___ Given records ___

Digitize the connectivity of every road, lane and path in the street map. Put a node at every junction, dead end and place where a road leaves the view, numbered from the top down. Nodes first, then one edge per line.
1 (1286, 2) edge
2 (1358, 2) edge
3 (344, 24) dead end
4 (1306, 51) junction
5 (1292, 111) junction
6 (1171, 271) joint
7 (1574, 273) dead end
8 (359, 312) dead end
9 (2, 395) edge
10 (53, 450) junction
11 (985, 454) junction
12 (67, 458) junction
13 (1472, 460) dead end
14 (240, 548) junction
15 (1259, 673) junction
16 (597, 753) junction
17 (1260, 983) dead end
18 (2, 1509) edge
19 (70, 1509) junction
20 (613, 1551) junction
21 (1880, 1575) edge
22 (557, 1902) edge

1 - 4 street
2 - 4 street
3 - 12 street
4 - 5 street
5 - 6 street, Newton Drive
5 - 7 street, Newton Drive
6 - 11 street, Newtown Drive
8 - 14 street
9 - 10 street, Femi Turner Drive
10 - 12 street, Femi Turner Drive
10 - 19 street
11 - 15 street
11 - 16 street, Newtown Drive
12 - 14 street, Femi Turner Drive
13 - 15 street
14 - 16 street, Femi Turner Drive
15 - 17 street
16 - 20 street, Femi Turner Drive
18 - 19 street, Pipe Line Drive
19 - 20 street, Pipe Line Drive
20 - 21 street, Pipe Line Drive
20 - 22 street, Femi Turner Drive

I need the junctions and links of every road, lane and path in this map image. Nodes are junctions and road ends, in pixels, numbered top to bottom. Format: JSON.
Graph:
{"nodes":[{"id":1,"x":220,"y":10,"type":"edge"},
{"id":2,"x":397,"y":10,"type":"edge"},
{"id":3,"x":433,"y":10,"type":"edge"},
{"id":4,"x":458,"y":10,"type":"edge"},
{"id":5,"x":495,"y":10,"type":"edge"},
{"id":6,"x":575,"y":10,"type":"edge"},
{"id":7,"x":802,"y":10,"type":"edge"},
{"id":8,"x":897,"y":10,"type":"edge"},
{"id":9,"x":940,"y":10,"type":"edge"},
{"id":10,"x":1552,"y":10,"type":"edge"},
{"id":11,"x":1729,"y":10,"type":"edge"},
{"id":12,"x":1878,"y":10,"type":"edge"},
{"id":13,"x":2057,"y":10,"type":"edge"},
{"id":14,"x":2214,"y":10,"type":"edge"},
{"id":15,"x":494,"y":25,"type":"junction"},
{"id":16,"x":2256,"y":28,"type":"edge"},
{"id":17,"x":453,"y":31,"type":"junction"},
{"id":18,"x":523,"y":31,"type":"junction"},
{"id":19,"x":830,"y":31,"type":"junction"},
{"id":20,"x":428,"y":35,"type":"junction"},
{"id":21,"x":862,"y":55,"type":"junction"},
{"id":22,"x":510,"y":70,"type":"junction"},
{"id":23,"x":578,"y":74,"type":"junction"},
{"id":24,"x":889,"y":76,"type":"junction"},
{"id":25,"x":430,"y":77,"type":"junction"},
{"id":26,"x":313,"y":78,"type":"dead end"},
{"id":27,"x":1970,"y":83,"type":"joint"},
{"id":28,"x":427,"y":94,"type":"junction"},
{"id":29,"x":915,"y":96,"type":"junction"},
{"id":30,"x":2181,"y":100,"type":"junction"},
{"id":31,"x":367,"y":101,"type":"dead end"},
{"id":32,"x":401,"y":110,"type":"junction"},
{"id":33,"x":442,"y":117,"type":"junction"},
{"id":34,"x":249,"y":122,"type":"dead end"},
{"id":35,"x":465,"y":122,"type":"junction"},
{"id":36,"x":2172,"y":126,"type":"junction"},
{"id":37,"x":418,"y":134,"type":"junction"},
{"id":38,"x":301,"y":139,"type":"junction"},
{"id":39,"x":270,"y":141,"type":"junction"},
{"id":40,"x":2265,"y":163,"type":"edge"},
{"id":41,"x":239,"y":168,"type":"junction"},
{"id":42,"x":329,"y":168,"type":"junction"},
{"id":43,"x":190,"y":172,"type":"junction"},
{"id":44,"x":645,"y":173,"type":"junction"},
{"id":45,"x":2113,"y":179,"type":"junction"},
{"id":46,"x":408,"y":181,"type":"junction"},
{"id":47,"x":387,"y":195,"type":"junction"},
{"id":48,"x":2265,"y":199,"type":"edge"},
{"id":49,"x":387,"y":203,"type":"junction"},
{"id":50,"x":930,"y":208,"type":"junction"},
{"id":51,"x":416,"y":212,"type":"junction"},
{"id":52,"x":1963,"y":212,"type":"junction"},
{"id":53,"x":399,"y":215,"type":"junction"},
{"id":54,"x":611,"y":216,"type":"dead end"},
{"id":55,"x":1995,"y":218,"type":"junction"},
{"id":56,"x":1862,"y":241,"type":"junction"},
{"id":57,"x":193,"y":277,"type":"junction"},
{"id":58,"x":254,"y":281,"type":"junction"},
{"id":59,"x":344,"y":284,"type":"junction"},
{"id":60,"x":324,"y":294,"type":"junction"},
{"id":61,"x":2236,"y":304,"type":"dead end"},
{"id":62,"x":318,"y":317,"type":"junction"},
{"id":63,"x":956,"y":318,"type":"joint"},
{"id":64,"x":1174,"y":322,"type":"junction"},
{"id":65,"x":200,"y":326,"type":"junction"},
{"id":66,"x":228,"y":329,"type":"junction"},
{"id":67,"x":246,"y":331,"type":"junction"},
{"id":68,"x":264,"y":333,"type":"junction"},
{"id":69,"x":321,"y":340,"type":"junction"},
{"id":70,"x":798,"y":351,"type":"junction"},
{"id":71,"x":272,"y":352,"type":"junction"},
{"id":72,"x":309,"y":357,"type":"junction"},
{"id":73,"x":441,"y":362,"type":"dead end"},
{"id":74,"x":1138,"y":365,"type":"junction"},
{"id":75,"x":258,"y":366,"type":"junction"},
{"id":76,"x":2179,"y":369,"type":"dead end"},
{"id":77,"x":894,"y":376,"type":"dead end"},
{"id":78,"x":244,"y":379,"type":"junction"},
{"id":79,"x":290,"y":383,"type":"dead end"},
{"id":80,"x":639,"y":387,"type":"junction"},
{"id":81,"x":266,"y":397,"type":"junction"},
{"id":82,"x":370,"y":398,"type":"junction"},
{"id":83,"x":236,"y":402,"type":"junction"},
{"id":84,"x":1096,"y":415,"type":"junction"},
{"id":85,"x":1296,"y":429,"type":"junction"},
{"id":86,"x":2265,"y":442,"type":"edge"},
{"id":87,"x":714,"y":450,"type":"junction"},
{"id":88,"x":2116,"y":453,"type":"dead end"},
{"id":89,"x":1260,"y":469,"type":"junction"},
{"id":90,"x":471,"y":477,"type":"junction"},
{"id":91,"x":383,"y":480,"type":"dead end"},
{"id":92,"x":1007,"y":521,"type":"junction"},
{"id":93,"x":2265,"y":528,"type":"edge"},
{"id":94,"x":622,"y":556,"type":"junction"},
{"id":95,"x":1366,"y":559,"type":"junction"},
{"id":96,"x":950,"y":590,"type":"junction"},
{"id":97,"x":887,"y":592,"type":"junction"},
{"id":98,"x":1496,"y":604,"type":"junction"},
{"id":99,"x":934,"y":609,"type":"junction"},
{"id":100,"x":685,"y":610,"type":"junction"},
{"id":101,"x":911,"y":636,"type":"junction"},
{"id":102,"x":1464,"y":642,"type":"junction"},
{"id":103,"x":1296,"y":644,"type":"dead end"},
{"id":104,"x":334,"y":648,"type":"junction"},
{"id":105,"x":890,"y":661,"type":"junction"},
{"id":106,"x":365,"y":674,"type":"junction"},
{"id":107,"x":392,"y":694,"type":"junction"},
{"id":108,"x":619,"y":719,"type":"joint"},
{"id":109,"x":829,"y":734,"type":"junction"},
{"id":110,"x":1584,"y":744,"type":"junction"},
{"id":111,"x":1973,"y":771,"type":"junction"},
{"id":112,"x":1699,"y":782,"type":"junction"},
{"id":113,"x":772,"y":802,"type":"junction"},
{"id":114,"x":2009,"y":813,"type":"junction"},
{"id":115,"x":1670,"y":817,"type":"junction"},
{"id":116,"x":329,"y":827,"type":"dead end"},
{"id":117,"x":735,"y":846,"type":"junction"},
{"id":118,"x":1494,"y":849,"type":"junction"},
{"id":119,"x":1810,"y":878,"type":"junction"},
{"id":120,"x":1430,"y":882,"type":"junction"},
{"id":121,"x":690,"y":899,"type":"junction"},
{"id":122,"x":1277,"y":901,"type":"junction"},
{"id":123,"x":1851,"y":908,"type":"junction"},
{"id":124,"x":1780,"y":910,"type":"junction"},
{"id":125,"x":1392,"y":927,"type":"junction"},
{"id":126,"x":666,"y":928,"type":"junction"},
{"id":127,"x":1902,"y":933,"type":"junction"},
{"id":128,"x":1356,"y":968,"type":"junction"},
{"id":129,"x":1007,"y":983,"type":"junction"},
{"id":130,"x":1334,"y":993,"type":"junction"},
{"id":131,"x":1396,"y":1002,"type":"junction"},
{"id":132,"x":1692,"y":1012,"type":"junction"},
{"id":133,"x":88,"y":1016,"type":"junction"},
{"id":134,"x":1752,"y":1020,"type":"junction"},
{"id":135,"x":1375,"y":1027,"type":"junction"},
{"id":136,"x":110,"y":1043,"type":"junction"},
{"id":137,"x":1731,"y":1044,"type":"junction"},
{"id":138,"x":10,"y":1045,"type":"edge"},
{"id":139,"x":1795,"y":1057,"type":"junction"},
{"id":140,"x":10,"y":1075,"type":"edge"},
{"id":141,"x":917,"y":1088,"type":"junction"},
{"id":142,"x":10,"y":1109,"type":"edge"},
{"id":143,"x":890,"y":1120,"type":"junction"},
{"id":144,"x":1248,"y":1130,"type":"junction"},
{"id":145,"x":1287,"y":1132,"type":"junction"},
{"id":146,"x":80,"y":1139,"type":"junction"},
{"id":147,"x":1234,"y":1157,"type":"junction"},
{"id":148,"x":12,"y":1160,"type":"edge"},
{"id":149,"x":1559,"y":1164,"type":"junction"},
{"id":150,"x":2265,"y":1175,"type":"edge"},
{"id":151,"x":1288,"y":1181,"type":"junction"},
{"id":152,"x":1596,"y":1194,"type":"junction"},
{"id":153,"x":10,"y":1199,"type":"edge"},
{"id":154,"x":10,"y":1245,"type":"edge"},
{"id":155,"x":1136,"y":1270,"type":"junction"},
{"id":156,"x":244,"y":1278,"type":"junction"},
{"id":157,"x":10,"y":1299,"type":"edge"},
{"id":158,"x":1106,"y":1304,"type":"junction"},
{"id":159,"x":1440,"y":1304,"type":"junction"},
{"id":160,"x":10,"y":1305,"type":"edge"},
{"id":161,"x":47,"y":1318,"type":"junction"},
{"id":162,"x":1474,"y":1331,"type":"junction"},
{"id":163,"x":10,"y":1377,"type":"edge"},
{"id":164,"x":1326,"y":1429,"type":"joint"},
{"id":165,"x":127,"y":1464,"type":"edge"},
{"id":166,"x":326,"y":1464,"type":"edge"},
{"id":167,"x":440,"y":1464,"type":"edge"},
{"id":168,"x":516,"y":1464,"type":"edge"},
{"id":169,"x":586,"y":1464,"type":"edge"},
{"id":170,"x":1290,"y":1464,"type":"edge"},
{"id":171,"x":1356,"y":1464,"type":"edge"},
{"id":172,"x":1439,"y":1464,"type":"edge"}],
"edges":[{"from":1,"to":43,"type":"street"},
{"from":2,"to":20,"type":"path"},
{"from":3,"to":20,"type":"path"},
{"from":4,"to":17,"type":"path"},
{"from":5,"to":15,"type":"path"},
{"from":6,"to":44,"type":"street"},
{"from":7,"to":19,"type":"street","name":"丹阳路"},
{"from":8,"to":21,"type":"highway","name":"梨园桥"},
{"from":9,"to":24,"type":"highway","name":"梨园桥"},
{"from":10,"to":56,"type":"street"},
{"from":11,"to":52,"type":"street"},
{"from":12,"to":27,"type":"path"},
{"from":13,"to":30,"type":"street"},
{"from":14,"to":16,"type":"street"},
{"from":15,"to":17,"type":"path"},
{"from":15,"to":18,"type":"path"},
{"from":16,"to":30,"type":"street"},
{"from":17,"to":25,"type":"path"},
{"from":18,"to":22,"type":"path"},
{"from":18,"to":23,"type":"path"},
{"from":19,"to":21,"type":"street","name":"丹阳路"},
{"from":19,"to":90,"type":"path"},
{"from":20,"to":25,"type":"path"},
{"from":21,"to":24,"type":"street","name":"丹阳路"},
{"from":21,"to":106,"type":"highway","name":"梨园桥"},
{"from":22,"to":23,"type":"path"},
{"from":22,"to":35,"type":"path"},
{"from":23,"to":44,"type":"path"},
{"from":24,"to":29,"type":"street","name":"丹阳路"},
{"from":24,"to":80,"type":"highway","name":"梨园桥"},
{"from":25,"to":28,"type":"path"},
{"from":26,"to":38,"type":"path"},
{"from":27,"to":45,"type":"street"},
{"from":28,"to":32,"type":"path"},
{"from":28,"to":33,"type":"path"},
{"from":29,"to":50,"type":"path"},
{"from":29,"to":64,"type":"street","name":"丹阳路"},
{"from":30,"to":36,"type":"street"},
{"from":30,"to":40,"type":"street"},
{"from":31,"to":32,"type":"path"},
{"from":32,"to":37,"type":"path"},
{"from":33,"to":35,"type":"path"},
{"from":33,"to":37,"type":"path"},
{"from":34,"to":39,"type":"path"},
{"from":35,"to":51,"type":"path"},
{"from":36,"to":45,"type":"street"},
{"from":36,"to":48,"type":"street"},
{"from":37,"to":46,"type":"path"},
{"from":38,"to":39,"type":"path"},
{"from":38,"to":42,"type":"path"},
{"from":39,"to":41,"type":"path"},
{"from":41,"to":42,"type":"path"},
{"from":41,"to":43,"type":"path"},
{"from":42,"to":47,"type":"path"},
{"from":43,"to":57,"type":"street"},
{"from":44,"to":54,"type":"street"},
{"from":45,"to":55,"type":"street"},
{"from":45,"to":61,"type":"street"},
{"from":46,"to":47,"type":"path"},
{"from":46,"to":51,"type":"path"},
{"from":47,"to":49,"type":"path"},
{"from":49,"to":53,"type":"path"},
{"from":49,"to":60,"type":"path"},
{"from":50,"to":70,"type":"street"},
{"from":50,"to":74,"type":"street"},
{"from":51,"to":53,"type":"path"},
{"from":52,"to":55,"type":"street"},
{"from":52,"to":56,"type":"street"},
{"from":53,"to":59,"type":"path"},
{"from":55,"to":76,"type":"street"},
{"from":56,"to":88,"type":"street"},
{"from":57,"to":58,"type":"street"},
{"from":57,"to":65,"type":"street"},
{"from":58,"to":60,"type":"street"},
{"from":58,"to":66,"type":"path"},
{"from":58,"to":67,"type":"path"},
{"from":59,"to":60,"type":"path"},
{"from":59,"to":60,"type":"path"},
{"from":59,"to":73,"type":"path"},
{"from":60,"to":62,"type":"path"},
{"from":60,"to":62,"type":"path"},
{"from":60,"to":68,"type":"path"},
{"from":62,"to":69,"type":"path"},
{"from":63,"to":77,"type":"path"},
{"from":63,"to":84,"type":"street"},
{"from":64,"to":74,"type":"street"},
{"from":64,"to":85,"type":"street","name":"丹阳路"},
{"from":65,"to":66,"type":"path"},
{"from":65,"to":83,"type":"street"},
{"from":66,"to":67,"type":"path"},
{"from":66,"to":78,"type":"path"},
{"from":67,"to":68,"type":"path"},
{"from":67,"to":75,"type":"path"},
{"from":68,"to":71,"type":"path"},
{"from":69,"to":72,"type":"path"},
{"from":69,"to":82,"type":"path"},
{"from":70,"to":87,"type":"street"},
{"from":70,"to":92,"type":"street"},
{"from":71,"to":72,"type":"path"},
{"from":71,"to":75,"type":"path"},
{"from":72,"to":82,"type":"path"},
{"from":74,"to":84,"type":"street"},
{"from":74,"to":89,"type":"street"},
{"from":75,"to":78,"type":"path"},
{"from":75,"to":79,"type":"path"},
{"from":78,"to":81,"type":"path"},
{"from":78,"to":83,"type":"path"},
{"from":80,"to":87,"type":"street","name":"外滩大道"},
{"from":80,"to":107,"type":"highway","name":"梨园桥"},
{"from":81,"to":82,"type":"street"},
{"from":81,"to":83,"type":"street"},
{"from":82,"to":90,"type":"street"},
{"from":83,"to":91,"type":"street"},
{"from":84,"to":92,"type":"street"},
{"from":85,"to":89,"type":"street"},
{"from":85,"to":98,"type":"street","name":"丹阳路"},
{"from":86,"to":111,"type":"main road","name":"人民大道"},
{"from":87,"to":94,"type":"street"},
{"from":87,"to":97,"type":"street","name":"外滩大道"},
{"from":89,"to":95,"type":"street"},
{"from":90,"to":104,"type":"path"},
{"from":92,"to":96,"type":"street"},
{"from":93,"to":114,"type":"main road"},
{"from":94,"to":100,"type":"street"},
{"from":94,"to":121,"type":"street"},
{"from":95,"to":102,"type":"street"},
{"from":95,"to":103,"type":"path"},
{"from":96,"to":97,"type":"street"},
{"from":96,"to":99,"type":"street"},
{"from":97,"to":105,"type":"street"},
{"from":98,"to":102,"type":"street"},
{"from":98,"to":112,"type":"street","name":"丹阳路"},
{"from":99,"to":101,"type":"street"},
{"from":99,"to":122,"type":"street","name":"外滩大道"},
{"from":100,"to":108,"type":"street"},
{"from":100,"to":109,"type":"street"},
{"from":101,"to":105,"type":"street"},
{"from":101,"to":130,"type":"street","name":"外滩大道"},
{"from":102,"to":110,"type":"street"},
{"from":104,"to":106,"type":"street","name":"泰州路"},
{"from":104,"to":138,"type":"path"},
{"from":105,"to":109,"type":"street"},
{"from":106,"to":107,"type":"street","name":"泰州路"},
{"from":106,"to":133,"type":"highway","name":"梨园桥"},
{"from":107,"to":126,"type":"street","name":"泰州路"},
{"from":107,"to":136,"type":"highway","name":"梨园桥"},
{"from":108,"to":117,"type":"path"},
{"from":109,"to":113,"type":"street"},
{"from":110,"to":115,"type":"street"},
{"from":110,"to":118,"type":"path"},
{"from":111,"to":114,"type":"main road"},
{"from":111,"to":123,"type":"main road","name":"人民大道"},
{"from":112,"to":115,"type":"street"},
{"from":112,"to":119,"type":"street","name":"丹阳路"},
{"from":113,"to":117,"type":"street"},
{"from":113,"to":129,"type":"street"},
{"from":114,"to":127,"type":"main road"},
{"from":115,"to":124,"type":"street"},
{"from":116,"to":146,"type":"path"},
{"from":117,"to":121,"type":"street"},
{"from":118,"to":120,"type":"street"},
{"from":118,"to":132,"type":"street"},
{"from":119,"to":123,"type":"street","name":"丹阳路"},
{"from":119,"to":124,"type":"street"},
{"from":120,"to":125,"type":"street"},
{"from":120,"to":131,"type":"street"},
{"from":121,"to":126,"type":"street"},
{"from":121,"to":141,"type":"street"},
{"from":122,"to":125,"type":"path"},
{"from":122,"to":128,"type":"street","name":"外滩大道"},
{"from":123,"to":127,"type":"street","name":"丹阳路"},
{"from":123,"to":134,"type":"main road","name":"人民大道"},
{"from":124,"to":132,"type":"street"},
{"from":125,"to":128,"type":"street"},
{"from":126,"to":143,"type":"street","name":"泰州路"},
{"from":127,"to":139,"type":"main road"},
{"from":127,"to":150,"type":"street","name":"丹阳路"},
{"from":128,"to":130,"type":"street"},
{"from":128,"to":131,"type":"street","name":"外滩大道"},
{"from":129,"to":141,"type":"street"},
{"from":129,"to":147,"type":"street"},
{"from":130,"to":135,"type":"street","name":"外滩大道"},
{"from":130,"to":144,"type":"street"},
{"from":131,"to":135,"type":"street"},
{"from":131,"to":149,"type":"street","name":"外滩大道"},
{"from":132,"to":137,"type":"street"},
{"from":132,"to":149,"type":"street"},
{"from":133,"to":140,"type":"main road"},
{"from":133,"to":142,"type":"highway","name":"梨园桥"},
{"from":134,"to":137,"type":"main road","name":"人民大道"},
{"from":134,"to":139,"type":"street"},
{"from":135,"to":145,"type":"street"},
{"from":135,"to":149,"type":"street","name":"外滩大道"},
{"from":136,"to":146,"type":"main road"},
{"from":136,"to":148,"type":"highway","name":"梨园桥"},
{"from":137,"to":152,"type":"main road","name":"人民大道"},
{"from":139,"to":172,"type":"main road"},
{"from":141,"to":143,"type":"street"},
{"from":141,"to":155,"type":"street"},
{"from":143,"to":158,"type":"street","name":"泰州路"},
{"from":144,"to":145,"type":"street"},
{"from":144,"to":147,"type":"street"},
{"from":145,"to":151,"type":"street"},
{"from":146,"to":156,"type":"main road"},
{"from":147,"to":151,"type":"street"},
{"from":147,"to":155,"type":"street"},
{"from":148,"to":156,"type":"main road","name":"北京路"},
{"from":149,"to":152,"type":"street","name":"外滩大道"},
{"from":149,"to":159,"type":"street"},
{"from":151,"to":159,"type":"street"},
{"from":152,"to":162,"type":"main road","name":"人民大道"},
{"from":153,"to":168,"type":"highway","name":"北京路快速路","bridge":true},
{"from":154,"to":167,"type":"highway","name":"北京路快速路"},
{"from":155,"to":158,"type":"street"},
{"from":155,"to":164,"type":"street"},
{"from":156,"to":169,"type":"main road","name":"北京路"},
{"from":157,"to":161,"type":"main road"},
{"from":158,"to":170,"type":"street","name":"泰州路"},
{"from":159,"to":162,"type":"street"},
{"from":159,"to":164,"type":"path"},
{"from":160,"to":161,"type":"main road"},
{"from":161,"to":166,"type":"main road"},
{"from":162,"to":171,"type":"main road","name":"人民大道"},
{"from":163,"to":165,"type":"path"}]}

___

Only the lines from the start of the listing through the line with "I need the junctions" should be repeated, each exactly as it stands.

Digitize the connectivity of every road, lane and path in the street map. Put a node at every junction, dead end and place where a road leaves the view, numbered from the top down. Nodes first, then one edge per line.
1 (1286, 2) edge
2 (1358, 2) edge
3 (344, 24) dead end
4 (1306, 51) junction
5 (1292, 111) junction
6 (1171, 271) joint
7 (1574, 273) dead end
8 (359, 312) dead end
9 (2, 395) edge
10 (53, 450) junction
11 (985, 454) junction
12 (67, 458) junction
13 (1472, 460) dead end
14 (240, 548) junction
15 (1259, 673) junction
16 (597, 753) junction
17 (1260, 983) dead end
18 (2, 1509) edge
19 (70, 1509) junction
20 (613, 1551) junction
21 (1880, 1575) edge
22 (557, 1902) edge

1 - 4 street
2 - 4 street
3 - 12 street
4 - 5 street
5 - 6 street, Newton Drive
5 - 7 street, Newton Drive
6 - 11 street, Newtown Drive
8 - 14 street
9 - 10 street, Femi Turner Drive
10 - 12 street, Femi Turner Drive
10 - 19 street
11 - 15 street
11 - 16 street, Newtown Drive
12 - 14 street, Femi Turner Drive
13 - 15 street
14 - 16 street, Femi Turner Drive
15 - 17 street
16 - 20 street, Femi Turner Drive
18 - 19 street, Pipe Line Drive
19 - 20 street, Pipe Line Drive
20 - 21 street, Pipe Line Drive
20 - 22 street, Femi Turner Drive

I need the junctions and links of every road, lane and path in this map image. Nodes are junctions and road ends, in pixels, numbered top to bottom. Format: JSON.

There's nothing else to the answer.